Awaken a card from the ritual piles

battle_opponent()

Battle opponent

draw_cards([count])

Draw cards

freeze_state()

Freeze state (for simultaneous actions)

get_energy()

Get total energy from all cards in play

get_power()

Get total power from all cards in play

get_state()

Player's state

handshake(opponent, /)

Set this player's opponent (and vice-versa)

play_cards([count])

Play one or more cards

shuffle_cards()

Shuffle all cards together

awaken_card() tuple[titans.ai.card.Card | None, int][source]

Awaken a card from the ritual piles

The awakened card is added to your discard pile. You can always choose to not awaken.

Returns:
Card | None

awakened card. This is automatically added to the discard zone but is returned here for easy debugging / logging. None is returned if we choose to not awaken.

int

decision made. This is the index of the decision matrix that was ultimately chosen.

battle_opponent() Identity | None[source]

Battle opponent

This should NOT be called for each player, but only once

Returns:
Identity | None

winner of the battle

draw_cards(count: int = 1, /) list[titans.ai.card.Card][source]

Draw cards

Parameters:
count: int

number of cards to draw

Returns:
list[Card]

the cards drawn. These are added to the hand zone, but are also returned for easy debugging / logging.

freeze_state() Generator[ndarray, None, None][source]

Freeze state (for simultaneous actions)

This causes self.get_state() to return what the state is when you call self.freeze_state().

get_energy() int[source]

Get total energy from all cards in play

Returns:
int

available energy

get_power() int[source]

Get total power from all cards in play

Returns:
int

total power

get_state() ndarray[source]

Player’s state

This is the numeric state that is fed into the ML model as the training data

Returns:
np.ndarray

state, from this instance’s point-of-view

handshake(opponent: Player, /) None[source]

Set this player’s opponent (and vice-versa)

This sets self.opponent, which is used when getting the game state

You always must handshake before starting a game.

Parameters:
opponent: Player

this instance’s competitor for the game

play_cards(count: int = 1, /) tuple[list[titans.ai.card.Card], list[int]][source]

Play one or more cards

Parameters:
count: int, optional, default=1

how many cards to play

Returns:
list[Card]

cards played. The played card is automatically added to the play zone, but is also returned here for easy debugging / logging

list[int]

decisions made (i.e. the indices of the decision matrix that were executed)

shuffle_cards() None[source]

Shuffle all cards together

Game

class titans.ai.game.Game(player_kwargs: dict[str, Any] | dict[titans.ai.enum.Identity, dict[str, Any]] = None, /, *, turn_limit: int = 1000)[source]

Game Class

This class contains all the logic to play a full game.

Parameters:
player_kwargs: dict[str, Any] | dict[Identity, dict[str, Any]]

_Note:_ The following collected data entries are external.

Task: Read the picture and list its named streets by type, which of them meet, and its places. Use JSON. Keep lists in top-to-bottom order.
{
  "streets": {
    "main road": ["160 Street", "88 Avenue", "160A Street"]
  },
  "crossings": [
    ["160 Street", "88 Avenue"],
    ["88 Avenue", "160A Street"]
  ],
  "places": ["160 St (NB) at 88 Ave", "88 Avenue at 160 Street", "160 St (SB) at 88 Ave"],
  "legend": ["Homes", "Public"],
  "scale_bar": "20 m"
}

These dictionaries are unpacked as kwargs to initialize the players. If you provide a dictionary of strings, then the provided values will be unpacked to initialize both players. If you provide a dictionary of identities mapping to a dictionary of strings, then each player will be initialized with the corresponding kwargs provided for that player.

turn_limit: int, optional, default=1000

max number of turns before a draw is declared

Attributes:
cards: list[Card]

cards in the game

history: dict[bytes, dict[Action, dict[Identity, list[int]]]]

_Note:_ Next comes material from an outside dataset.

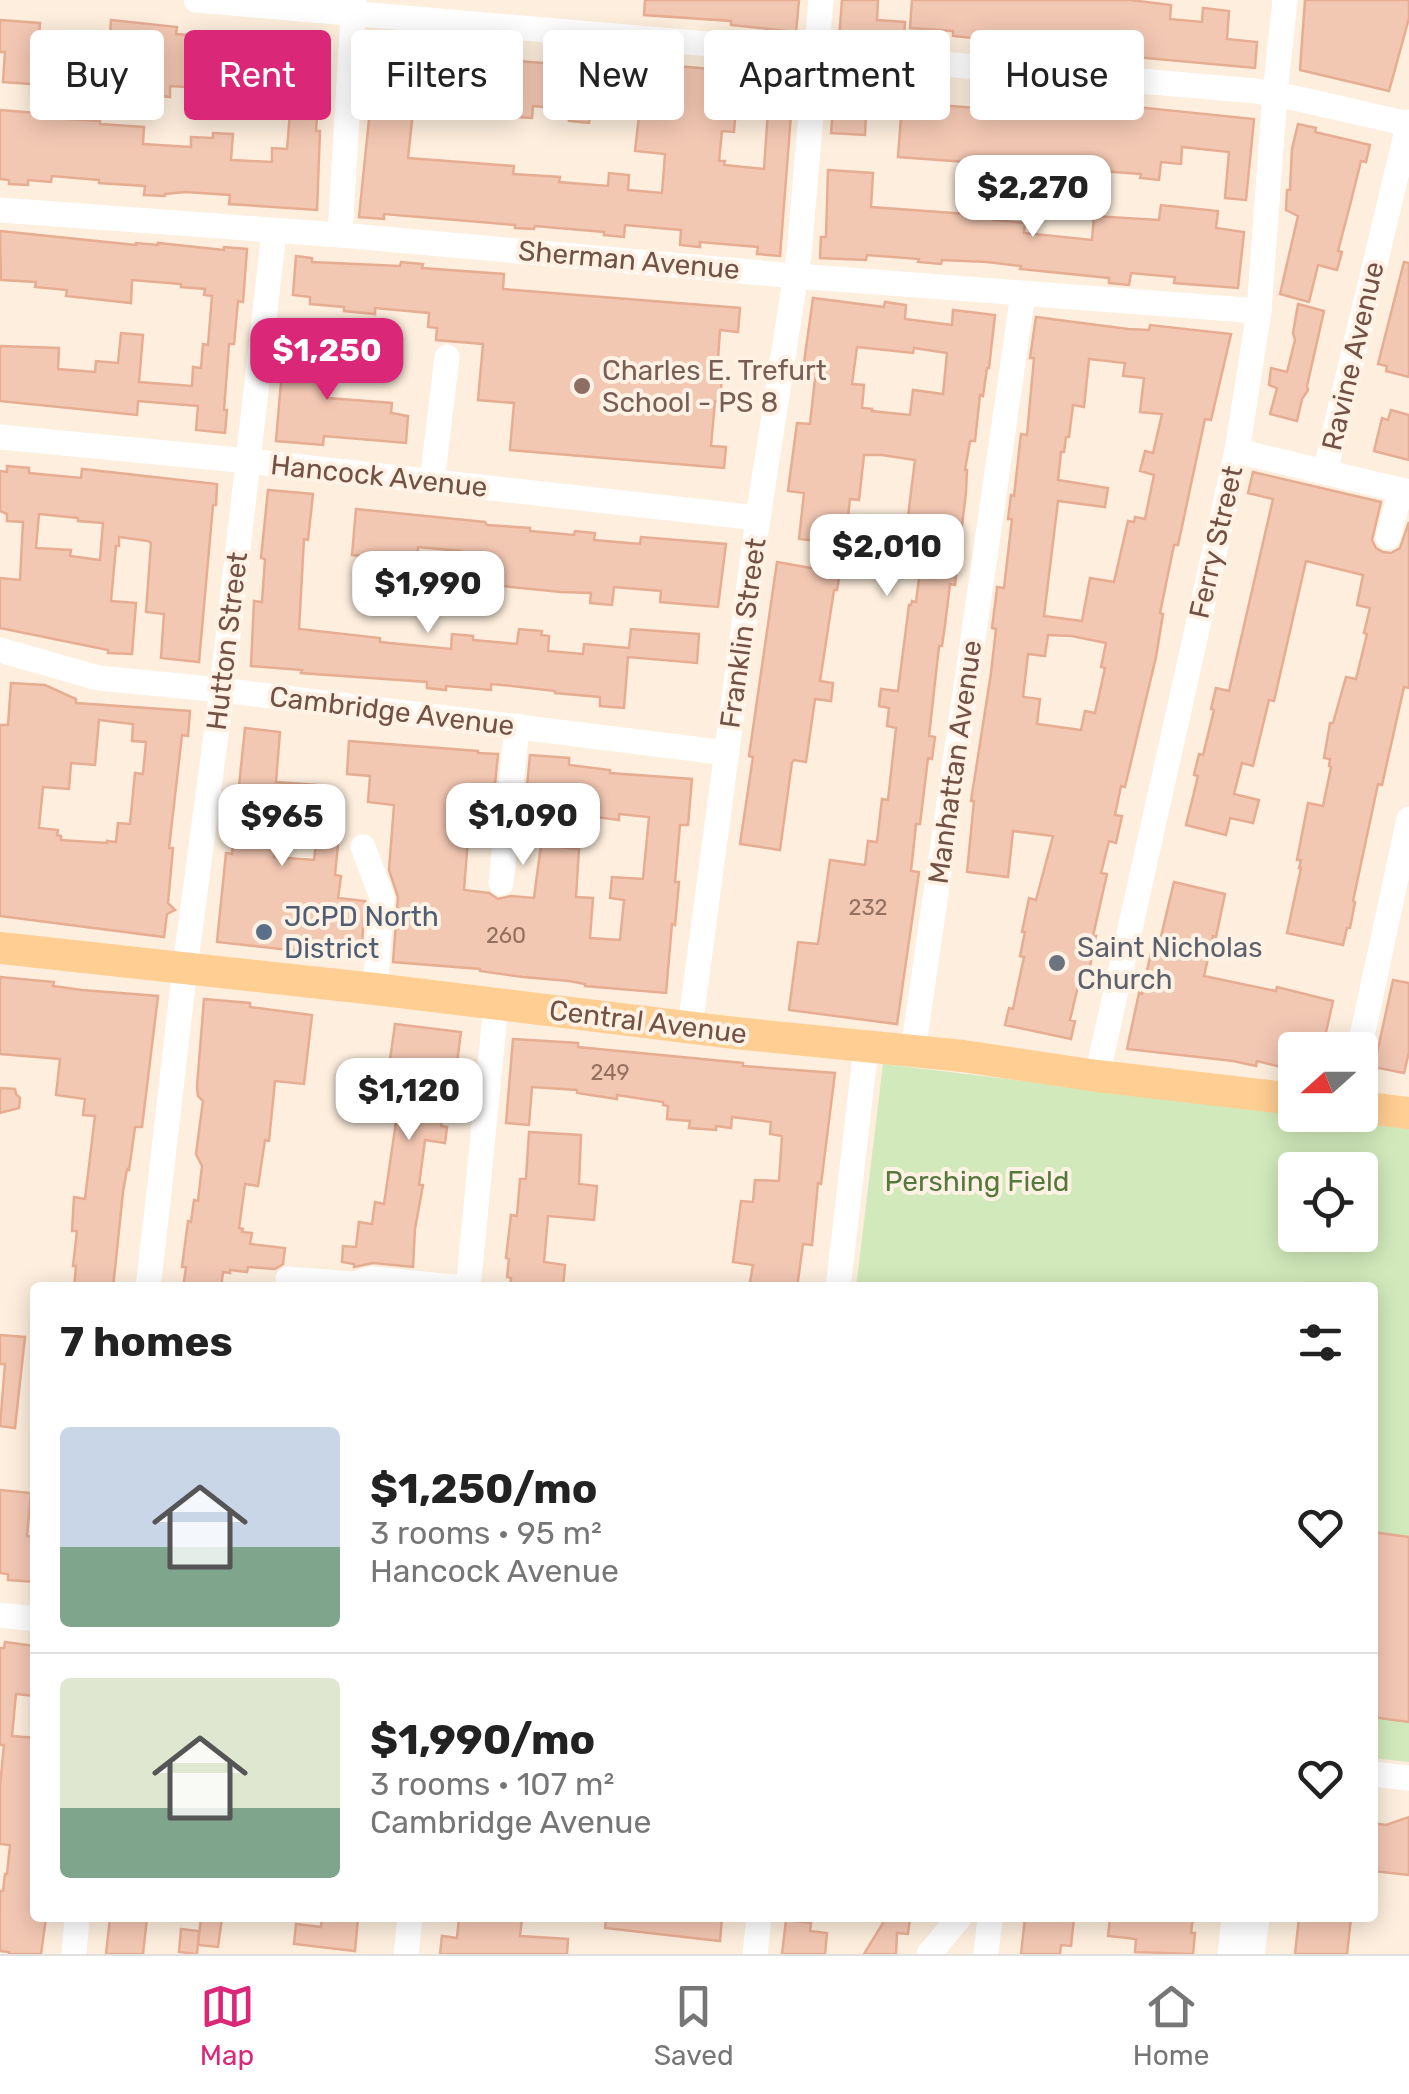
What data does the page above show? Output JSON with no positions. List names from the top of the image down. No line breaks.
{"streets":{"main road":["Central Avenue"],"street":["Sherman Avenue","Ravine Avenue","Hancock Avenue","Ferry Street","Franklin Street","Hutton Street","Cambridge Avenue","Manhattan Avenue"]},"crossings":[["Sherman Avenue","Ferry Street"],["Sherman Avenue","Franklin Street"],["Sherman Avenue","Hutton Street"],["Sherman Avenue","Manhattan Avenue"],["Hancock Avenue","Franklin Street"],["Hancock Avenue","Hutton Street"],["Ferry Street","Central Avenue"],["Franklin Street","Cambridge Avenue"],["Franklin Street","Central Avenue"],["Hutton Street","Cambridge Avenue"],["Hutton Street","Central Avenue"],["Manhattan Avenue","Central Avenue"]],"parks":["Pershing Field"],"places":["Charles E. Trefurt School - PS 8","JCPD North District","Saint Nicholas Church"],"house_numbers":["232","260","249"],"north":"left","page":{"chip":["Buy","Rent","Filters","New","Apartment","House"],"price":["$2,270","$1,250","$2,010","$1,990","$1,090","$965","$1,120"],"heading":"7 homes","list":[{"name":"$1,250/mo","note":"3 rooms · 95 m² · Hancock Avenue"},{"name":"$1,990/mo","note":"3 rooms · 107 m² · Cambridge Avenue"}],"tabs":["Map","Saved","Home"]}}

here, the history of each player’s state, and the choices they made given that state, are recorded. This variable contains three nested dictionaries:

  1. The top-level dictionary is indexed by each game state at which a decision was made (converted from np.ndarrary -> bytes, for hashability)

  2. The mid-level dictionary is indexed by each action made at that decision point

  3. The bottom-level dictionary is indexed by the player that made that action, and maps to the choice(s) that player made at that decision point

players: list[Players]

players playing the game

transcript: str

human-readable transcript (log) of the game

winner: Identity | None

winner of game

Methods

parallel_play()

Play game, returning a generator that pauses at each decision point

play()

Play game end-to-end

parallel_play() Generator[dict[titans.ai.enum.Identity, numpy.ndarray] | None, dict[titans.ai.enum.Identity, dict[titans.ai.enum.Action, numpy.ndarray]], None][source]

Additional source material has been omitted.